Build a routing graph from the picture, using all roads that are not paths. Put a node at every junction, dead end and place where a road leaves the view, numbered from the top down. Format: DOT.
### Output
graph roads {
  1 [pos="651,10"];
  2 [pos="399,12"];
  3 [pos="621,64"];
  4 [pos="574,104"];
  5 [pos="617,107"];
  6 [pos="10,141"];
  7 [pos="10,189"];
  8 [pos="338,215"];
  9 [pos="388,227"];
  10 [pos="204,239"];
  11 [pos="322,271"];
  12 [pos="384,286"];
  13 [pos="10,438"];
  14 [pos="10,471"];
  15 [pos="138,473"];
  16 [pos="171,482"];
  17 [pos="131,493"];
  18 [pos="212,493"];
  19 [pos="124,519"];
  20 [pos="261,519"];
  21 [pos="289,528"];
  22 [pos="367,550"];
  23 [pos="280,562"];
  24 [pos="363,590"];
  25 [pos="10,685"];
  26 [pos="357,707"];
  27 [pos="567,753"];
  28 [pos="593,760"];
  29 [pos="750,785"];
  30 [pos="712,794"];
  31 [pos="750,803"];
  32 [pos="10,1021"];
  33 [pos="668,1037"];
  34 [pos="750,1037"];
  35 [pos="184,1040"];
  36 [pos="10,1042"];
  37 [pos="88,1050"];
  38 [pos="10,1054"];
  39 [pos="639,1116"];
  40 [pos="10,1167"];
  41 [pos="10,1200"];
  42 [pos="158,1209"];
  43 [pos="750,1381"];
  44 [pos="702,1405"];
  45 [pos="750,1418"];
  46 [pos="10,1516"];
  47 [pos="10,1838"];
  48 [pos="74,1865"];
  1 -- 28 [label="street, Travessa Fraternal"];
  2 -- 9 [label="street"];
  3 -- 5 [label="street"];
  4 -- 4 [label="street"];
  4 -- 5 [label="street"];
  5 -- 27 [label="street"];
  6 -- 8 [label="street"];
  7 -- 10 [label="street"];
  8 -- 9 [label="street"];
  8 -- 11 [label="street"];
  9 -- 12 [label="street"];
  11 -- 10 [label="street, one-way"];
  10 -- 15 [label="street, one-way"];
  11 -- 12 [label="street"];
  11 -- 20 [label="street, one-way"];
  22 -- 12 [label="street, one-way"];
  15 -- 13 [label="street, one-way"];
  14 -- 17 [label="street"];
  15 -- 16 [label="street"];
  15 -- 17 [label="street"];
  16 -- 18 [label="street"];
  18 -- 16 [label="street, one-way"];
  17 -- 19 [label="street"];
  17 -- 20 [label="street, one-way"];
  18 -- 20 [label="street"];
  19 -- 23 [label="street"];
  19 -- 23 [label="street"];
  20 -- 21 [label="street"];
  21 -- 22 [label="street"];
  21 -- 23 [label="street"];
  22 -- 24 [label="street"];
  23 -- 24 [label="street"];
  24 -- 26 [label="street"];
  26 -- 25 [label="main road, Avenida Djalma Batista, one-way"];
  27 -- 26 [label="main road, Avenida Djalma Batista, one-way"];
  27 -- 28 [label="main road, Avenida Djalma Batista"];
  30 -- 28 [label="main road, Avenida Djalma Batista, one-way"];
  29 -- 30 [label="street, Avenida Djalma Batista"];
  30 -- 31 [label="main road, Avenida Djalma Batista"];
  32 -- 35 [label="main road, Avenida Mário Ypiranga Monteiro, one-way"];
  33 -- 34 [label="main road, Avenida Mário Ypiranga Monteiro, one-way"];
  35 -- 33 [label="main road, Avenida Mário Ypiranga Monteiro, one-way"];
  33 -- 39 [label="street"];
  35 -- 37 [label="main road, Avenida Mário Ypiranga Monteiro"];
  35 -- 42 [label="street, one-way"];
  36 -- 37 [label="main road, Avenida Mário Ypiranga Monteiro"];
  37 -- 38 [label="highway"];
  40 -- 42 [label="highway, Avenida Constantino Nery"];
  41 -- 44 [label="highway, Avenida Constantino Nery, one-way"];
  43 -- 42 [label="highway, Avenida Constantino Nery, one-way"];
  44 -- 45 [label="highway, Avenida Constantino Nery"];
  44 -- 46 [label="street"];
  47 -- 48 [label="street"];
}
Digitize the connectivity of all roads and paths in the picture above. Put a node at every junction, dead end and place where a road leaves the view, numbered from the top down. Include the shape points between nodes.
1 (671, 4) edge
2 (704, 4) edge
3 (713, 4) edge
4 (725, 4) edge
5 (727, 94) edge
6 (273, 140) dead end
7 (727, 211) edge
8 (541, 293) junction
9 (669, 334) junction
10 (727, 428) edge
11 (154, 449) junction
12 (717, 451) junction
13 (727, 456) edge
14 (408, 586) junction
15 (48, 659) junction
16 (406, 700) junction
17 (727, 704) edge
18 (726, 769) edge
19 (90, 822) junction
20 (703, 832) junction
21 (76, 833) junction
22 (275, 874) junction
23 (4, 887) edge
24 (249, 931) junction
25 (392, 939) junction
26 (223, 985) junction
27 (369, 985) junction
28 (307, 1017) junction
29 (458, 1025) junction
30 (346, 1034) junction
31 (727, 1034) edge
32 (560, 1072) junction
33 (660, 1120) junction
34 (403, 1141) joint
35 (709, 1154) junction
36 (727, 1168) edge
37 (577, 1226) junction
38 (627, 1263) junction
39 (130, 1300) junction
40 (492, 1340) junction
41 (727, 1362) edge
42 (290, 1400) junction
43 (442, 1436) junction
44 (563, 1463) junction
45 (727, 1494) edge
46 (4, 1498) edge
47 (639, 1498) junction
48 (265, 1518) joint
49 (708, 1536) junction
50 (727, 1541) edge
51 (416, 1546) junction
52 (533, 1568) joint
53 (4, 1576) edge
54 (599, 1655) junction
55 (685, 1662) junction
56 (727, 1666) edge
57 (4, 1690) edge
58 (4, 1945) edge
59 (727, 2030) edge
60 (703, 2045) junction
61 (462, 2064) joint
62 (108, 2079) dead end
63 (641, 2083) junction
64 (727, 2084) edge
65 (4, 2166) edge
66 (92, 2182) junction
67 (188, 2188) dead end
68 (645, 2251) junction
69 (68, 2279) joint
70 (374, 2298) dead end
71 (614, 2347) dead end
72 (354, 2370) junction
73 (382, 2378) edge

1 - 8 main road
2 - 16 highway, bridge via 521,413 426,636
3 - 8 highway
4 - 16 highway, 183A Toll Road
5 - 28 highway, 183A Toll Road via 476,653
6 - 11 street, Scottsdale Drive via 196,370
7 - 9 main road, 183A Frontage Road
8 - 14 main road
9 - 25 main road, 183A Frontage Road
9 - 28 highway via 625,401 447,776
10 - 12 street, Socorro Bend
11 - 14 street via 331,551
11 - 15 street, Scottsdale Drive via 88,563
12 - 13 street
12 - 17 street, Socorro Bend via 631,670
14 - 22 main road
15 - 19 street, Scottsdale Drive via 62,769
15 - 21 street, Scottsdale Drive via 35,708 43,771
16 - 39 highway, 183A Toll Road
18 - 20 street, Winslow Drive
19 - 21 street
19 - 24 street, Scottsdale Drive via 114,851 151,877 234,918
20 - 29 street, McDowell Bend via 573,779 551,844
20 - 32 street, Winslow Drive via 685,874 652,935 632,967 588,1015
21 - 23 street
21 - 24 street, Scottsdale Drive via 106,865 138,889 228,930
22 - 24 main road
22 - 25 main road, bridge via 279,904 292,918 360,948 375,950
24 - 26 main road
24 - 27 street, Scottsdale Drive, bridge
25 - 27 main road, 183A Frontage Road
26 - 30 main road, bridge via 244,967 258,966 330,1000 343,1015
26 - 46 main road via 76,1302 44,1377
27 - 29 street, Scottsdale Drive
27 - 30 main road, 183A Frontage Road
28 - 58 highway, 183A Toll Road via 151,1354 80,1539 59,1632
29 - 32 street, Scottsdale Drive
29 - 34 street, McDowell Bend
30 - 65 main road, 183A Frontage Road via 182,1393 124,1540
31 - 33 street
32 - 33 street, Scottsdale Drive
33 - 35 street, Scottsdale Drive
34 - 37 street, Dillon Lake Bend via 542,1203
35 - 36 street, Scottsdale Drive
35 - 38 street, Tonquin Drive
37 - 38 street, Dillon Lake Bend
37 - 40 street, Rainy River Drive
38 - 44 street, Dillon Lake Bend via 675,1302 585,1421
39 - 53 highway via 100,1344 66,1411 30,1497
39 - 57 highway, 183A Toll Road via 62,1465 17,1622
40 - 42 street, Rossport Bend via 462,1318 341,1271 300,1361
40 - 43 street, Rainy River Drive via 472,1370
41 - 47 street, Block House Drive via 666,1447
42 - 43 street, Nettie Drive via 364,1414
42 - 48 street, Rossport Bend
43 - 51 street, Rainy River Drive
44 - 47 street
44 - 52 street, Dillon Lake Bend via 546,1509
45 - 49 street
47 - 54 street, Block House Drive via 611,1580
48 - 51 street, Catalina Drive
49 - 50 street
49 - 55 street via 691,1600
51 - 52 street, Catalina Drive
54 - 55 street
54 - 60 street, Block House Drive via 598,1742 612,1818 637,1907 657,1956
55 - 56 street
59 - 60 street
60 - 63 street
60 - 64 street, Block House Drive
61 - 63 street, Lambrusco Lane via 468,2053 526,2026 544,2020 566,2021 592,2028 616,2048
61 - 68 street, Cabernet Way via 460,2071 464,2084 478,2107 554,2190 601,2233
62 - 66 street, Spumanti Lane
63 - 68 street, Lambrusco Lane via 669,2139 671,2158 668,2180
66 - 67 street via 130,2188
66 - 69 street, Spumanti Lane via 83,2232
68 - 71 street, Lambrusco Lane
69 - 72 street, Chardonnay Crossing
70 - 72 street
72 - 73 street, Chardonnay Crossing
* * * * *
• Exercise aim
Filter the lines above, keeping each one that contains the string "House".

• Response to this task
41 - 47 street, Block House Drive via 666,1447
47 - 54 street, Block House Drive via 611,1580
54 - 60 street, Block House Drive via 598,1742 612,1818 637,1907 657,1956
60 - 64 street, Block House Drive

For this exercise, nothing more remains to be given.